Flexible working case study

Elaine Bradley, head of tax at US law firm Dorsey & Whitney, has a very flexible arrangement with her employer.

Not only is she allowed to work from her Oxford home when she is not required at the firm's London office, but she also spends one day a week running her own internet company Byabiz.com.

When she is at home, Bradley works on a laptop and takes calls on her mobile or dedicated business line. “For most of my clients, it doesn't matter whether I'm in London or Oxford,” she says.

Other employees at Dorsey & Whitney have to make an individual case if they wish to work from home, but very few do. Across the sector as a whole, home or teleworking is still in its infancy with most law firms arguing that staff need to be office-based.
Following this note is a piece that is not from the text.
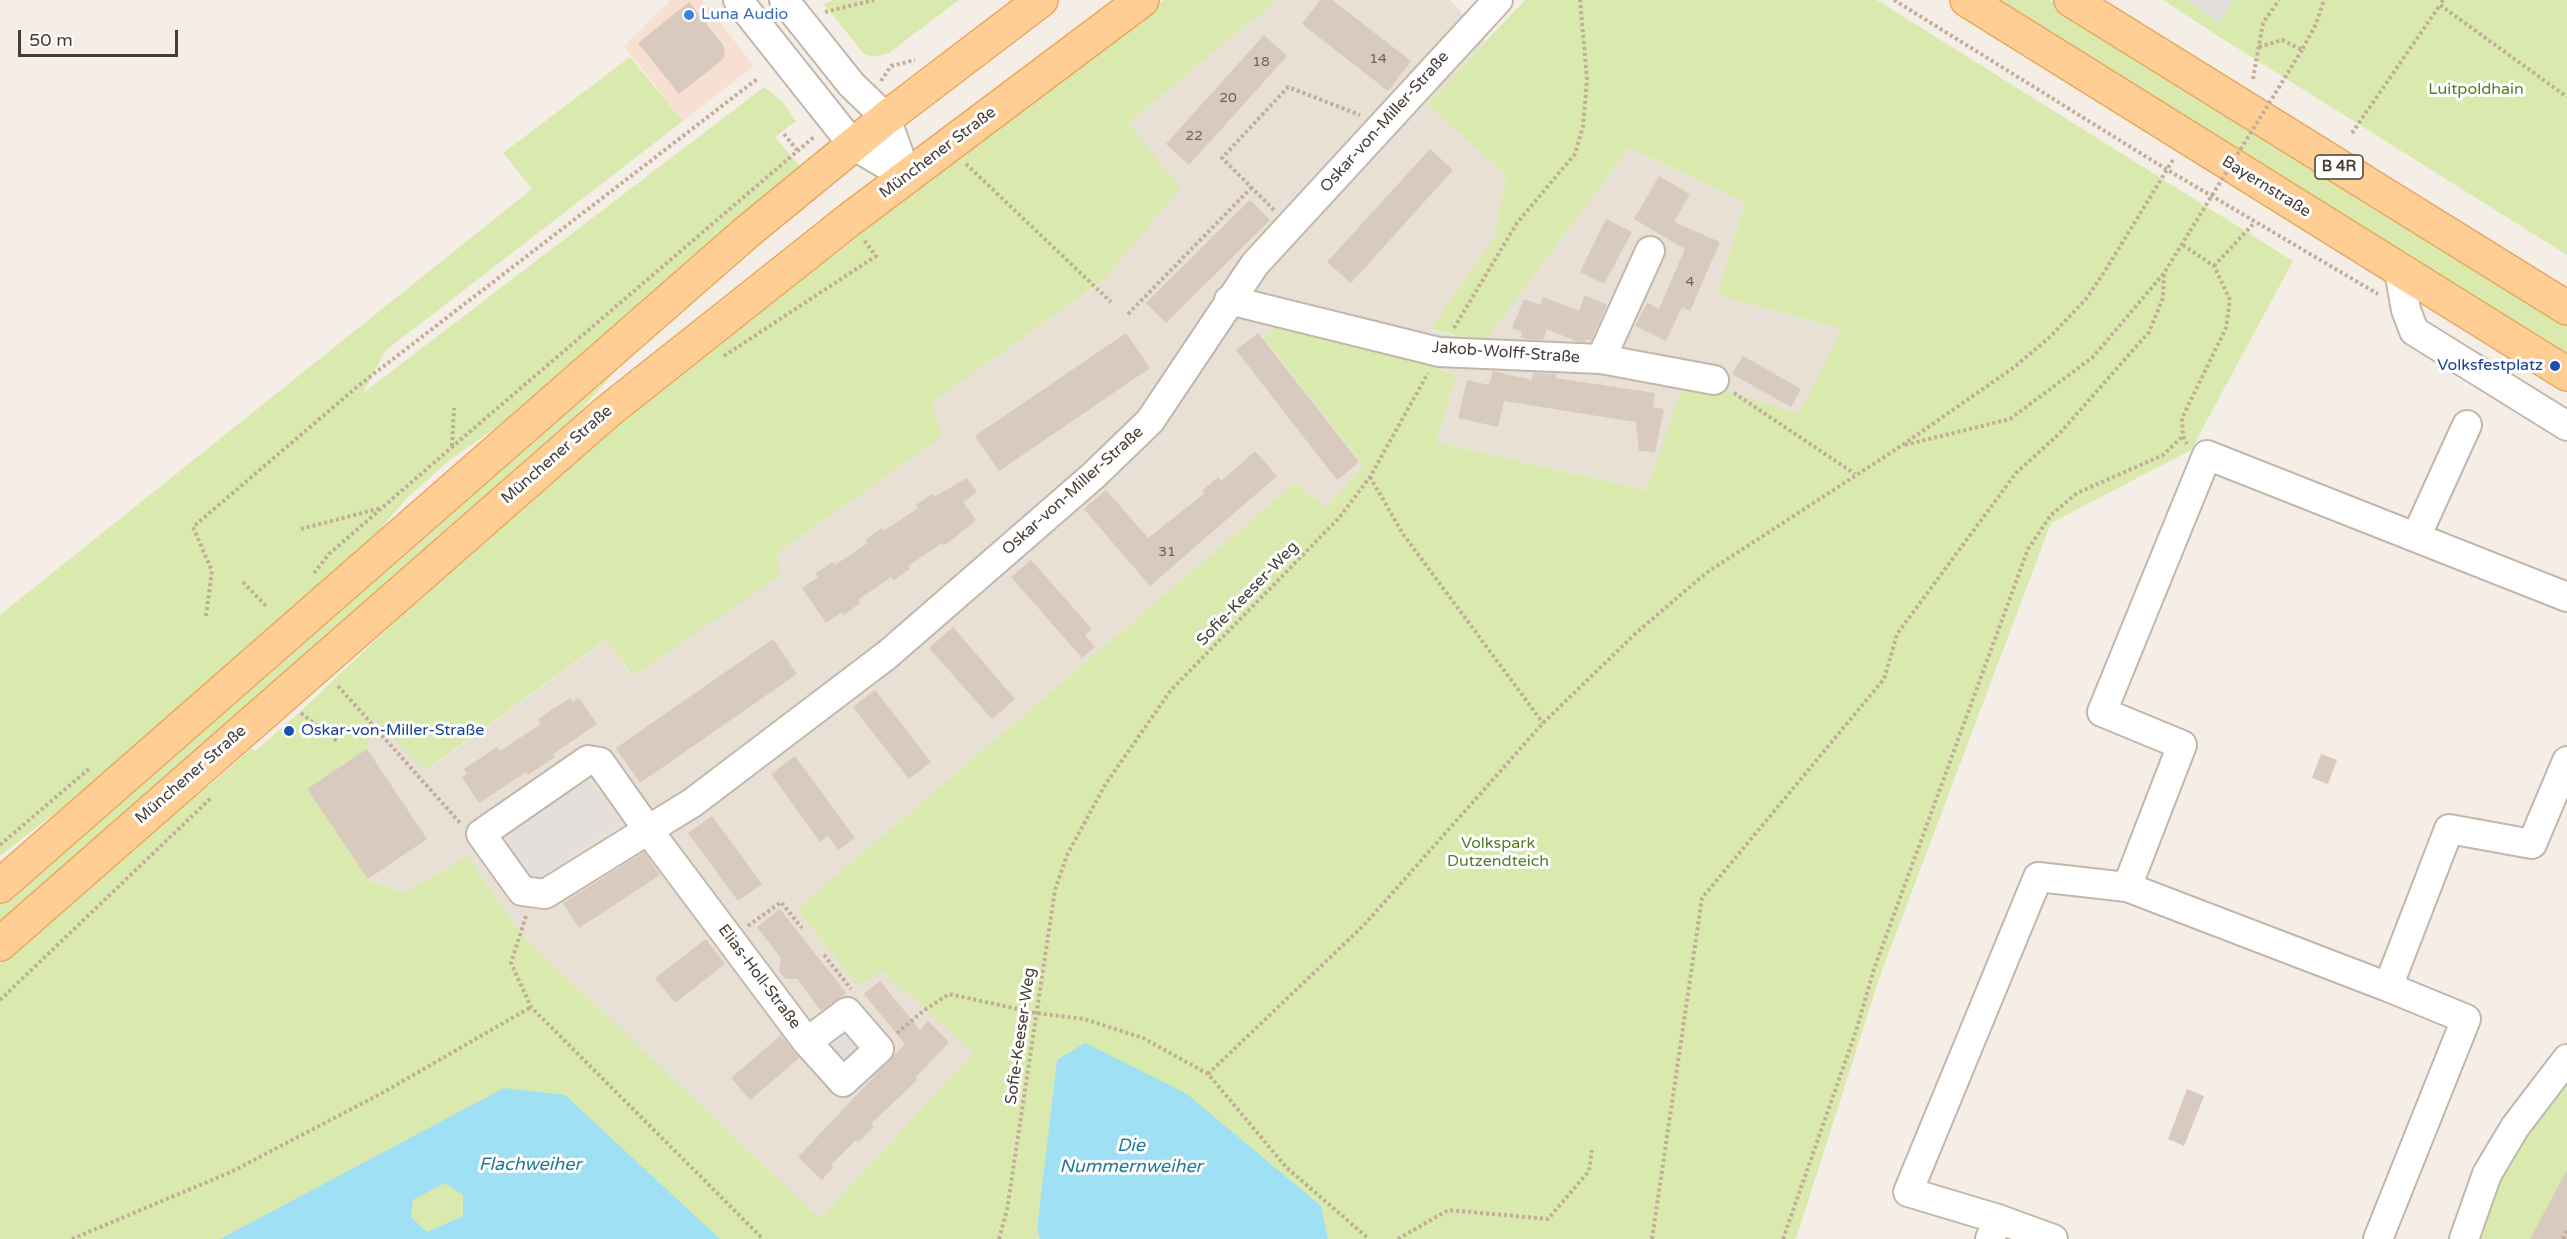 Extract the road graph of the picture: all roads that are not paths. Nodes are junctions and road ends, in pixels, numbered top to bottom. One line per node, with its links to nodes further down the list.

Dominique Pengelly, associate director at recruitment consultants Longbridge, thinks there will be an increase in home working as firms try to avoid losing key employees. “It depends what department a person works in. If they are in a litigation department where there are a lot of court appearances, it's going to be impossible,” she says.

And more law firms are offering sabbaticals. CMS Cameron McKenna offers up to three months away from work once an employee has been with the firm for 15 years. It is also looking at flexible benefits and has allowed staff to trade holiday for pay since last July.
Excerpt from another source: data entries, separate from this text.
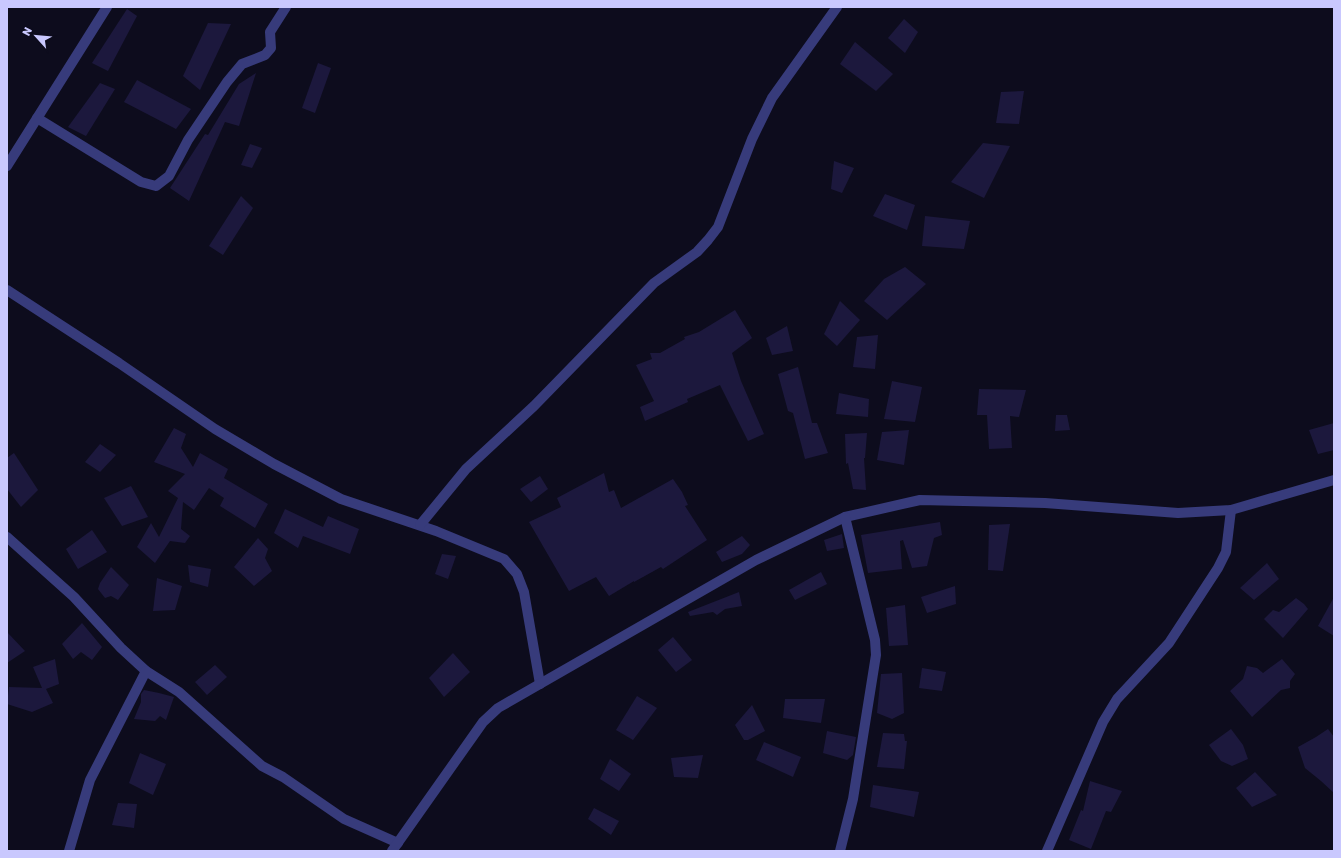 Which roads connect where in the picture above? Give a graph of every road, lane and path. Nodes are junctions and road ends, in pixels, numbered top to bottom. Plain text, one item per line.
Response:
1 (107, 7) edge
2 (286, 7) edge
3 (837, 7) edge
4 (37, 118) junction
5 (7, 166) edge
6 (7, 290) edge
7 (1334, 480) edge
8 (1231, 510) junction
9 (845, 517) junction
10 (420, 525) junction
11 (7, 536) edge
12 (146, 671) junction
13 (540, 684) junction
14 (395, 847) edge
15 (70, 851) edge
16 (840, 851) edge
17 (1047, 851) edge

1 - 4 street
2 - 4 street
3 - 10 street
4 - 5 street
6 - 10 street
7 - 8 street
8 - 9 street
8 - 17 street
9 - 13 street
9 - 16 street
10 - 13 street
11 - 12 street
12 - 14 street
12 - 15 street
13 - 14 street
Clifford Chance employees can flex their core 25-day holiday entitlement by up to five days – but only against salary. Head of HR policy Assheton Bogg says the firm tends to take a “clean cash” approach to benefits, so that there is very little left to flex other than holiday.

Pengelly admits that law firms are behind employers in other sectors when it comes to flex. “They like to standardise benefits because they're dealing with a large number of people,” she says.